The next stage of modernisation of urban transport in Vladivostok will be the introduction of the electronic fare payment system. Passengers will be able to pay for travel using social or banking cards, and portable terminals will be installed in the compartments of buses, trolleybuses and trams.

GLONASS (GLObal NAvigation Satellite System) is a radio-based satellite navigation system operated for the Russian government by the Russian Space Forces. It is an alternative and complementary to the United States' Global Positioning System (GPS), the Chinese Compass navigation system, and the planned Galileo positioning system of the European Union (EU).

Development on the GLONASS began in the Soviet Union in 1976. Beginning on 12 October 1982, numerous rocket launches added satellites to the system until the constellation was completed in 1995. Following completion, the system fell into disrepair with the collapse of the Russian economy.

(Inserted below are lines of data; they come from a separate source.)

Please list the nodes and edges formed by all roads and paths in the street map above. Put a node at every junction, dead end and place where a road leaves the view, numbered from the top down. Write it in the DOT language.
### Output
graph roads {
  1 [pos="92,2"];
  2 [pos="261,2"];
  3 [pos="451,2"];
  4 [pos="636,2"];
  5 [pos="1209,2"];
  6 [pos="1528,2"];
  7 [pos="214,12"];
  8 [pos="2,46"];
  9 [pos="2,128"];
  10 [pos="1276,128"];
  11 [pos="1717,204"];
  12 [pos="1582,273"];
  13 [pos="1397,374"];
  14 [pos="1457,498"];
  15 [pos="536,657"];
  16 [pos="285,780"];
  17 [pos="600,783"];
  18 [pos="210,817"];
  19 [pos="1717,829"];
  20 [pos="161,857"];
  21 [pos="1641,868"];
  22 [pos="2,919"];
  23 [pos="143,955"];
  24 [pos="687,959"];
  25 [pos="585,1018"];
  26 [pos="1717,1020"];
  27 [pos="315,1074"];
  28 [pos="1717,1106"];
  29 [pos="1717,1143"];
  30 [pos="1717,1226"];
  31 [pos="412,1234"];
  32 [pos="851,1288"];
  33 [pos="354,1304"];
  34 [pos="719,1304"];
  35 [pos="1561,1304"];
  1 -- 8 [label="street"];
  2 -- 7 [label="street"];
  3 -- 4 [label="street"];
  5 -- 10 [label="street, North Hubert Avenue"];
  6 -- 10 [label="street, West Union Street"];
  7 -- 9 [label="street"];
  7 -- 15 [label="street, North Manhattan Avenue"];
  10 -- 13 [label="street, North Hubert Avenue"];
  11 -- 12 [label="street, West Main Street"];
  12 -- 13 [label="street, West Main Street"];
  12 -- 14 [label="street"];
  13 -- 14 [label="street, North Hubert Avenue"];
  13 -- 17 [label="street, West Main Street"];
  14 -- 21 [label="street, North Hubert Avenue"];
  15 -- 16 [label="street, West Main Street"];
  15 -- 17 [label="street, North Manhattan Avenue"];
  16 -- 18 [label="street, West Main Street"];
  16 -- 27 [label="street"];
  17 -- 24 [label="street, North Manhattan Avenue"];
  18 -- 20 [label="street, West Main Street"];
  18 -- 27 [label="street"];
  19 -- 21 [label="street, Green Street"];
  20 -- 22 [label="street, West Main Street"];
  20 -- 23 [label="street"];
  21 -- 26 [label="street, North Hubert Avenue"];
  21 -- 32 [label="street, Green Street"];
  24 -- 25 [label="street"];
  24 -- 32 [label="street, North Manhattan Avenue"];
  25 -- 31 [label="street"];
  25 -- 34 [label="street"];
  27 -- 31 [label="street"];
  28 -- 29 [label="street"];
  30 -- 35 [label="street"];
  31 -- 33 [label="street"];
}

In the early 2000s, under Vladimir Putin's presidency, the restoration of the system was made a top government priority and funding was substantially increased.

GLONASS is currently the most expensive program of the Russian Federal Space Agency, consuming a third of its budget in 2010. By 2010, GLONASS had achieved 100 percent coverage of Russia's territory.

As of February 2011, the constellation consists of 22 operational satellites, short of the 24 satellites needed to provide continuous global coverage, and is expected to be completed during 2011. The GLONASS satellites designs have undergone several upgrades, with the latest version being GLONASS-K.

On Saturday, the first new-generation satellite Glonass-K was successfully put into the planned orbit. The Soyuz rocket, which was launched from Plesetsk cosmodrome at 06:07 Moscow time on Saturday, with the Fregat booster at 09:39 Moscow time successfully delivered the satellite to the orbit. The Glonass-K separated as planned. Telemetric contact with the satellite is maintained.

Its onboard systems are functioning as normal, the Space Troops' spokesman Alexei Zolotukhin told Itar-Tass. The satellite will work in the 19,100-km-altitude and 64.3-degree-inclination orbit.

It is a new third-generation satellite of the GLONASS system. It differs from the previous Glonass-M generation - it is expected to work for ten years (but not 5-7 as a Glonass-M), it weighs less - 935 kilogrammes instead of 1,415 and its navigation system is more reliable with the third frequency of L-band. Besides it has equipment of the international search and rescue system COSPAS-SARTAR.

It was the first launch of a Glonass satellite from Plesetsk cosmodrome and with a Soyuz rocket (earlier all the satellites of the system were carried by Protons from Baikonur). According to the Machine-Building Central Scientific Research Institute, as of February 25, there were 26 satellites in the GLONASS orbital group. Twenty two of them are used, and four are put out of operation for technical maintenance.

For a GLONASS navigation signal to be received continuously all over Russia's territory, at least 18 working satellites are needed, and 24 on the global scale.